EXPLANATORY NOTE
On September 4, 2020, Amalgamated Bank, a New York state-chartered bank and trust company (the “Bank”), entered into a Plan of Acquisition (the “Reorganization Agreement”) with Amalgamated Financial Corp., a Delaware public benefit corporation (the “Company”), pursuant to which the Bank will become a wholly owned subsidiary of the Company.
Effective at 8:00 a.m. on March 1, 2021 (the “Effective Time”), under the terms of the Reorganization Agreement and pursuant to Section 143-a of the New York Banking Law, the Bank became a wholly owned subsidiary of the Company and each outstanding share of Class A common stock, par value of $0.01 per share, of the Bank, which we refer to as Bank common stock, was exchanged for one share of common stock, $0.01 par value per share, of the Company, which we refer to as Company common stock (the “Reorganization”).
Item 3.01 Notice of Delisting or Failure to Satisfy a Continued Listing Rule or Standard; Transfer of Listing.
In connection with the Reorganization, the Bank notified The Nasdaq Global Market (“Nasdaq”) that the Reorganization would be effective at the Effective Time and requested that the listing for the Bank common stock be transferred to the Company common stock. Following this transfer of the listing, the Company common stock will begin trading on Nasdaq under the symbol “AMAL” on March 1, 2021.
In connection with the transfer of the listing, Nasdaq filed with the Federal Insurance Deposit Corporation an application on Form 25 to delist the Bank common stock from Nasdaq and deregister the shares of the Bank common stock under Section 12(b) of the Securities Exchange Act of 1934, as amended (the “Exchange Act”). The Bank plans to file a certificate on Form 15 requesting that the Bank common stock be deregistered under Section 12(g) of the Exchange Act and that the Bank’s reporting obligations under Sections 13 and 15(d) of the Exchange Act be suspended.

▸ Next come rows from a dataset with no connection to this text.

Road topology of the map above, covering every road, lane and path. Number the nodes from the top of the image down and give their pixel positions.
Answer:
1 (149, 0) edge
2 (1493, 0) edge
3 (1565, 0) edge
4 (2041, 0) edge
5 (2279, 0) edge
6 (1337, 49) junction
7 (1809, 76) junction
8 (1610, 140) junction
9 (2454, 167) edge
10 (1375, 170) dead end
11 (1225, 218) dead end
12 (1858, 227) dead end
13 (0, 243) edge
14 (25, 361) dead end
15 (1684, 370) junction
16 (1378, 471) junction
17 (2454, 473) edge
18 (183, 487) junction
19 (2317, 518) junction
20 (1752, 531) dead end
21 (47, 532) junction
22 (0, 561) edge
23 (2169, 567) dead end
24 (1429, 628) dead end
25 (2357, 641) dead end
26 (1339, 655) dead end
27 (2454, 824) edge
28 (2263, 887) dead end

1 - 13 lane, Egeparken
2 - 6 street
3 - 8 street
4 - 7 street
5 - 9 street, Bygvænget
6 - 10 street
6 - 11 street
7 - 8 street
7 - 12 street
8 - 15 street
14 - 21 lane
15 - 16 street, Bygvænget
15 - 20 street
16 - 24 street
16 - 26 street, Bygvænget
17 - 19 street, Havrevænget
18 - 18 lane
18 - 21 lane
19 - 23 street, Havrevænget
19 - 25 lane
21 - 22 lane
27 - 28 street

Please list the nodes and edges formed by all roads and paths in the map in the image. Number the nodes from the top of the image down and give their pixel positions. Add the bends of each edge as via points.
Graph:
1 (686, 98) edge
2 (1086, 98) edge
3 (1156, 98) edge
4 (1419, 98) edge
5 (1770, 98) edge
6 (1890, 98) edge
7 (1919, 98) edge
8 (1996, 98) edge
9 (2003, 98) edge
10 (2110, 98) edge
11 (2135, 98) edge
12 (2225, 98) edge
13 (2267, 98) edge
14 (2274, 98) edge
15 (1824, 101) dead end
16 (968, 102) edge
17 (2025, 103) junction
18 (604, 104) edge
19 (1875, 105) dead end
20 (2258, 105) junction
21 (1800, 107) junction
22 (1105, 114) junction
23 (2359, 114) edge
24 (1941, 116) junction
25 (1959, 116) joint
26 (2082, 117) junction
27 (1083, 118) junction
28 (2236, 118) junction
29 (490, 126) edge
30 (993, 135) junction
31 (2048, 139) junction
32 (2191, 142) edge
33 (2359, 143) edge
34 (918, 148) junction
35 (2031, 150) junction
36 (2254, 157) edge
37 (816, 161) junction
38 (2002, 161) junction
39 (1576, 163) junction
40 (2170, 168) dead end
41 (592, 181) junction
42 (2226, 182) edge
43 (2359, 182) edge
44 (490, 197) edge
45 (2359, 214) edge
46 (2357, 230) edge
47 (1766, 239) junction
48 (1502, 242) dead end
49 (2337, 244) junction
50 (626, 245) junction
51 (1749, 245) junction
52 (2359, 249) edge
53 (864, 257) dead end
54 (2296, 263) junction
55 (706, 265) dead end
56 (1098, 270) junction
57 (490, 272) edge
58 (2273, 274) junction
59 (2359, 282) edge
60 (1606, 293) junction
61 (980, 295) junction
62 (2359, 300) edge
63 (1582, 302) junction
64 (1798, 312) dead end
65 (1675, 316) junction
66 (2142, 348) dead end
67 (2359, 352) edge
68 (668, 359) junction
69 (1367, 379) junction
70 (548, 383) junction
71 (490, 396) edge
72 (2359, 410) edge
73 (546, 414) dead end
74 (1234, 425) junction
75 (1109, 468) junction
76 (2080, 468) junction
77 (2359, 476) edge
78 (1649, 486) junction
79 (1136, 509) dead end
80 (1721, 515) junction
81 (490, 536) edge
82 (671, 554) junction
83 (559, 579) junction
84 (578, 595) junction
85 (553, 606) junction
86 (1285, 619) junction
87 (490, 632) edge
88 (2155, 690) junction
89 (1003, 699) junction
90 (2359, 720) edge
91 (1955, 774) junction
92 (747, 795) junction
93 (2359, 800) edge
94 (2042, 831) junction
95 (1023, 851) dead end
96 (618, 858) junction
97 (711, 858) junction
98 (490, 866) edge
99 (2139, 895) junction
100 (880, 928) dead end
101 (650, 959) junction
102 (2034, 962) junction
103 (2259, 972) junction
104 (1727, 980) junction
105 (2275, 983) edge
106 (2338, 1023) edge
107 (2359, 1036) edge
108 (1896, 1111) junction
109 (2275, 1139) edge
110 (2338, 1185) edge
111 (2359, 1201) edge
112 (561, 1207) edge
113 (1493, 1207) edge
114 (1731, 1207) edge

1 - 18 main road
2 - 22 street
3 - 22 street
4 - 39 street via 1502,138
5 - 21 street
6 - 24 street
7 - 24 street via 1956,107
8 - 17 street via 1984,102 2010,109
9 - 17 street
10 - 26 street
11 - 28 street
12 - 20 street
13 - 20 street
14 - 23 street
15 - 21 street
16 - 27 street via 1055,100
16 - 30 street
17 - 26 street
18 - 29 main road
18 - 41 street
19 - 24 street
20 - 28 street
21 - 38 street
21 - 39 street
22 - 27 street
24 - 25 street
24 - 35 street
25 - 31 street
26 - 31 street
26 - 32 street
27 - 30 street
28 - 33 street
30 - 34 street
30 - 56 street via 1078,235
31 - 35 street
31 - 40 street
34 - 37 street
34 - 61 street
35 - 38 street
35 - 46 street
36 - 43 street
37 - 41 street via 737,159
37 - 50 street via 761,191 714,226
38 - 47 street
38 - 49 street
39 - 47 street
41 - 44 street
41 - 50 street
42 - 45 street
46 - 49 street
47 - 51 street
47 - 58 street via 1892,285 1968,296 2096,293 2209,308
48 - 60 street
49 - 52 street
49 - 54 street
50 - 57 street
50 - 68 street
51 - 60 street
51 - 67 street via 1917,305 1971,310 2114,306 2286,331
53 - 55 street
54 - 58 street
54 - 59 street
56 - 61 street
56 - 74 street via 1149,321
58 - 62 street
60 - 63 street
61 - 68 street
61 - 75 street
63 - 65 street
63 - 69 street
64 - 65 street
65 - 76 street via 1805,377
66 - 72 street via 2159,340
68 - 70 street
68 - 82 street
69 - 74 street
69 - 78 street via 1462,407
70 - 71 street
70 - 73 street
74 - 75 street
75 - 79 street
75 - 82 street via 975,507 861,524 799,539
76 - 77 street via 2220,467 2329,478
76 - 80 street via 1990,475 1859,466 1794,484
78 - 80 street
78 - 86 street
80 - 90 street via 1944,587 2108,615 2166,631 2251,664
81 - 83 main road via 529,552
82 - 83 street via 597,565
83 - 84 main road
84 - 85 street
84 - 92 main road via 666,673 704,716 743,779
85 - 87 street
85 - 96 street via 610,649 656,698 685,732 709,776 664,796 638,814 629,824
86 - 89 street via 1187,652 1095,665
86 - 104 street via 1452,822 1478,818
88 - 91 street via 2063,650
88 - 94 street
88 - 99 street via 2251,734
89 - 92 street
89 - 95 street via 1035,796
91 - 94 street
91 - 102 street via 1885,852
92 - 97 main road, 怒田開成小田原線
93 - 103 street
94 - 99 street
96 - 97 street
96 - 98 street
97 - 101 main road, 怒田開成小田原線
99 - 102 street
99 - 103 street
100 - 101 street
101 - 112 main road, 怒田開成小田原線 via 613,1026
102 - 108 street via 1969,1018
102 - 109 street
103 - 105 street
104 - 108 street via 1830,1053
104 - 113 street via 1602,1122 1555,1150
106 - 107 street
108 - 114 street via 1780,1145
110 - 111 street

Item 3.03 Material Modification of Rights of Securityholders.
Upon completion of the Reorganization, each share of Bank common stock issued and outstanding immediately prior to the Reorganization converted automatically into and was exchanged, on a one-for-one basis, for a share of Company common stock.
Item 7.01 Regulation FD Disclosure.
On March 1, 2021, the Bank issued a press release to announce the effectiveness of the Reorganization. The information in this Item 7.01, including Exhibit 99.1, shall not be deemed “filed” for purposes of Section 18 of the Exchange Act, or otherwise subject to the liability of that section, and shall not be deemed to be incorporated by reference into any filing under the Securities Act of 1933 or the Exchange Act.
Cautionary Note Regarding Forward-Looking Statements
This report contains forward-looking statements within the Private Securities Litigation Reform Act of 1995. Forward looking statements can be identified by words and phrases such as “going forward,” “looking forward,” “anticipate,” “expect,” “intend,” “believe,” “may,” “likely,” “will” or other statements that indicate future periods. Such forward-looking statements are subject to risks, uncertainties, and other factors, which could cause actual results to differ materially from future results expressed or implied by such forward-looking statements. The following factor, among others, could cause actual results to differ materially from the anticipated results or other expectations expressed in the Bank’s forward-looking statements: any unforeseen circumstances involving the Company replacing the Bank as the listed company on Nasdaq. Additional factors that may cause actual results to differ materially from those contemplated by any forward-looking statements also may be found in the documents filed by the Company with the U.S. Securities and Exchange Commission or filed by the Bank, with respect to which the Company is the successor issuer, with the FDIC, pursuant to the Exchange Act, including the Bank’s Annual Report on Form 10-K, Quarterly Reports on Form 10-Q and Current Reports on Form 8-K filed with the FDIC and available at the FDIC’s website at https://efr.fdic.gov/fcxweb/efr/index.html. The inclusion of this forward-looking information should not be construed as a representation by the Company, the Bank or any person that future events, plans, or expectations contemplated by the Company or the Bank will be achieved. The Bank does not undertake any obligation to publicly update or revise any forward-looking statements, whether as a result of new information, future events, or otherwise, except as required by law.